An implied promise is a promise that is never actually expressed by the promisor, but can be implied based on what the promisor and the promisee have contracted for.
This typically comes up in what is called “best effort” cases. For example, where one company agrees to market another company’s product, the implied promise is that the company will use its best efforts to market the product. For example:
The Moo Juice Dairy Company has hired Add It Up Advertising Incorporated to market Moo Juice’s new brand of chocolate milk. The contract gives Add It Up the exclusive right to market Moo Juice’s chocolate milk. In this situation although the contract does not specifically require Add It Up to use its best efforts to market the chocolate milk, there is an implied promise in the contract that Add It Up will use its best efforts to market Moo Juice’s milk. Therefore, in the event that Moo Juice sues Add it Up for not using its best efforts, Add It Up cannot claim as a defense that there was nothing in the contract requiring them to do so. See Wood v. Lucy Lady Duff Gordon 222 NY.88 (1917). Also see UCC Sec. 2-306 (2)
The eighth and final exception to the mutuality rule is for requirement and output contracts.
In a requirement contract, the buyer agrees to buy all of what he needs of a certain product from the seller.
For example: A contract in which Squeeze Me Juice Co promises to buy all of the oranges it needs from Sunshine Orange Groves is a requirement contract.
In an output contract, the seller agrees to sell all of his production of a specific product to the buyer.
For example: A contract in which Sunshine promises to sell all of the oranges it grows to Squeeze Me is an output contract.
Under the common law, requirement and output contracts were invalid as illusory.
In a requirement contract where the buyer promises to buy all that he needs from the seller, there is no requirement that he need any of the product. Similarly, in an output contract where the seller promises to sell all that he makes to the buyer, there is no requirement that he make anything. Thus, under the common law, there was no adequate consideration.
Today, requirement and output contracts are enforceable because the parties to the contracts do, in fact, limit their options. If the buyer in a requirement contract wants to buy any of the product in the contract, he must buy it from the seller.

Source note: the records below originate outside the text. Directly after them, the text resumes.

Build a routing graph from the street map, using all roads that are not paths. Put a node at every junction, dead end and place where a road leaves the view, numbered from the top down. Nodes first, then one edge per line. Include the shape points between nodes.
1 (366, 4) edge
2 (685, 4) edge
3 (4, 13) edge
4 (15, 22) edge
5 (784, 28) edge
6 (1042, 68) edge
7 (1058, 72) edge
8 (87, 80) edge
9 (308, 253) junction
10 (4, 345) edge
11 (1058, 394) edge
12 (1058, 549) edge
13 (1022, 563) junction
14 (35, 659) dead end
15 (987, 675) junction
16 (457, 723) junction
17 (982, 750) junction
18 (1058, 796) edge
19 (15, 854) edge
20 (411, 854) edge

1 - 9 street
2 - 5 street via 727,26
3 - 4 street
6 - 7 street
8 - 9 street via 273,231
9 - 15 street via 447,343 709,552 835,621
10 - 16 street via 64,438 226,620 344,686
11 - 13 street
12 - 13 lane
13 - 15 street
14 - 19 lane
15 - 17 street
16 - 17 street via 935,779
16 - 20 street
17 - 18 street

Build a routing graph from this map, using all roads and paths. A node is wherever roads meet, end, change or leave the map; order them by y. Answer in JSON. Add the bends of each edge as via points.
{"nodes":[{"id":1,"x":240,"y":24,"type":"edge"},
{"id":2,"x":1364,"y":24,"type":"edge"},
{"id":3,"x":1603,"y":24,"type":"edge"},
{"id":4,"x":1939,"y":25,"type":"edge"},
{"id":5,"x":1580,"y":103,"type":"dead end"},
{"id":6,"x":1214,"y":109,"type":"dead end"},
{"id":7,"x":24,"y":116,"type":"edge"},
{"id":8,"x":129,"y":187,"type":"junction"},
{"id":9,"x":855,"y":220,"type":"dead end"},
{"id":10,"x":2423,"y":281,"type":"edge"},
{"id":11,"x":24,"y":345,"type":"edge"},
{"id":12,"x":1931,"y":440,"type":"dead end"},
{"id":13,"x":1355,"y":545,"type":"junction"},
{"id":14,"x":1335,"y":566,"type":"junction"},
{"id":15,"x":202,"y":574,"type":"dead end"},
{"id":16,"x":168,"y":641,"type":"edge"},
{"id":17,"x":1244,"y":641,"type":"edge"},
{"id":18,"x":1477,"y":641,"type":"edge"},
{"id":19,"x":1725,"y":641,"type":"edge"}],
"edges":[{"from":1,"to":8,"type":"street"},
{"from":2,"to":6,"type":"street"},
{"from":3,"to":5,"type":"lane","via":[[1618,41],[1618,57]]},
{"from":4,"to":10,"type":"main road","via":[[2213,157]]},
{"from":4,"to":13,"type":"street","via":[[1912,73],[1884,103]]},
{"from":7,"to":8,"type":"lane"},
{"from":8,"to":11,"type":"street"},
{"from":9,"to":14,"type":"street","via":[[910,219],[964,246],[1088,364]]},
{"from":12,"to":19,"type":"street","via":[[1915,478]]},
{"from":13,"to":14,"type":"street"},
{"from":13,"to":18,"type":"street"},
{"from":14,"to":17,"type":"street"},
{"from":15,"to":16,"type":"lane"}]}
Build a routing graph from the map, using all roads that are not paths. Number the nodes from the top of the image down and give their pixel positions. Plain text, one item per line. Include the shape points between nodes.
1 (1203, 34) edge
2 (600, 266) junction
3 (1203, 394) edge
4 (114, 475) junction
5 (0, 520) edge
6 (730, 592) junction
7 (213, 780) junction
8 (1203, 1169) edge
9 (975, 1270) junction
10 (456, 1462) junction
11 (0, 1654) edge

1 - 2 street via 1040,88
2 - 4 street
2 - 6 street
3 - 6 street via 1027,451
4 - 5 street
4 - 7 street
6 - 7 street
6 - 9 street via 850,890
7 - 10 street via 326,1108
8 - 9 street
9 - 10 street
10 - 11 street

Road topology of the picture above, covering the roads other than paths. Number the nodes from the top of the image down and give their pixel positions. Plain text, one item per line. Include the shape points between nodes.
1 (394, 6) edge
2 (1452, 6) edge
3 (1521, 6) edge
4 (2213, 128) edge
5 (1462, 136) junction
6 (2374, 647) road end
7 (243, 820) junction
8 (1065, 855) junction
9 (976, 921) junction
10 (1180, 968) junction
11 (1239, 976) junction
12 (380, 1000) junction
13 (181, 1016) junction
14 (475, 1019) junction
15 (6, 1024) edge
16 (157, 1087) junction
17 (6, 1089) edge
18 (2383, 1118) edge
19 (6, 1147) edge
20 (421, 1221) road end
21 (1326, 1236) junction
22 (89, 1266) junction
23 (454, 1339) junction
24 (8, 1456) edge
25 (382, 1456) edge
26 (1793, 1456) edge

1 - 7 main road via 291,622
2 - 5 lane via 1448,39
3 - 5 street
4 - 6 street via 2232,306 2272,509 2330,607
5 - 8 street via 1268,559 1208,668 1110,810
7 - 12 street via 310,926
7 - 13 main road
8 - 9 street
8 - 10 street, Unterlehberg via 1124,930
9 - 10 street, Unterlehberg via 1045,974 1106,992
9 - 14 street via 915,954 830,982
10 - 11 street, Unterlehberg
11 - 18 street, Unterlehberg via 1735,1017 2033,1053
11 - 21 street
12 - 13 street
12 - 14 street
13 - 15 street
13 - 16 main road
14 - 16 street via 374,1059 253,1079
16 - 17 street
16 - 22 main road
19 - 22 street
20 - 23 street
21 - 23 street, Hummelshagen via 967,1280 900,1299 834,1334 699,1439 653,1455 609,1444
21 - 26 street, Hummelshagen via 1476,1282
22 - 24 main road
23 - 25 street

Thus, while Squeeze Me does not have to buy oranges under the contract, if they choose to buy oranges they must buy them from Sunshine. Conversely, in an output contract where the seller is not required to make any of the product, if he does make any of the product he must sell it to the buyer. Thus, while Sunshine is not required to grow any oranges they must sell whatever they do grow to Squeeze Me.
According to the U.C.C. 2-306 (1), output and requirement contracts are enforceable. However, the U.C.C. does lay out three major rules that govern these contracts.
(1) The U.C.C. sets down an obligation of good faith which requires the party who has the right to determine the quantity under a requirements or output contract to do so in good faith and according to commercial standards of fair dealing in that particular area of business.
(2) Where one party has the right to set the
quantity in a requirement or output contract, the U.C.C. says that the
quantity offered under the contract cannot be unreasonably disproportionate
to any estimate that has been made, and, where estimates have not been
made, the output or requirement cannot be unreasonably disproportionate
to any comparable previous requirement or output contract.
(3) The U.C.C. establishes that, where parties enter an output or requirements contract, there is an implied promise that the party who is bound by the contract will remain in business. However self defeating it might sound, it is always possibly that a buyer will try to get out of a requirements contract or a seller will try to get out of an output contract by simply going out of business. The U.C.C. establishes that if a buyer or seller goes out of business specifically to avoid their requirements under an output or requirements contract they are in breach of the contract. However, if the party goes out of business for reasons that have nothing to do with the particular output or requirements contract they made, they are not in breach.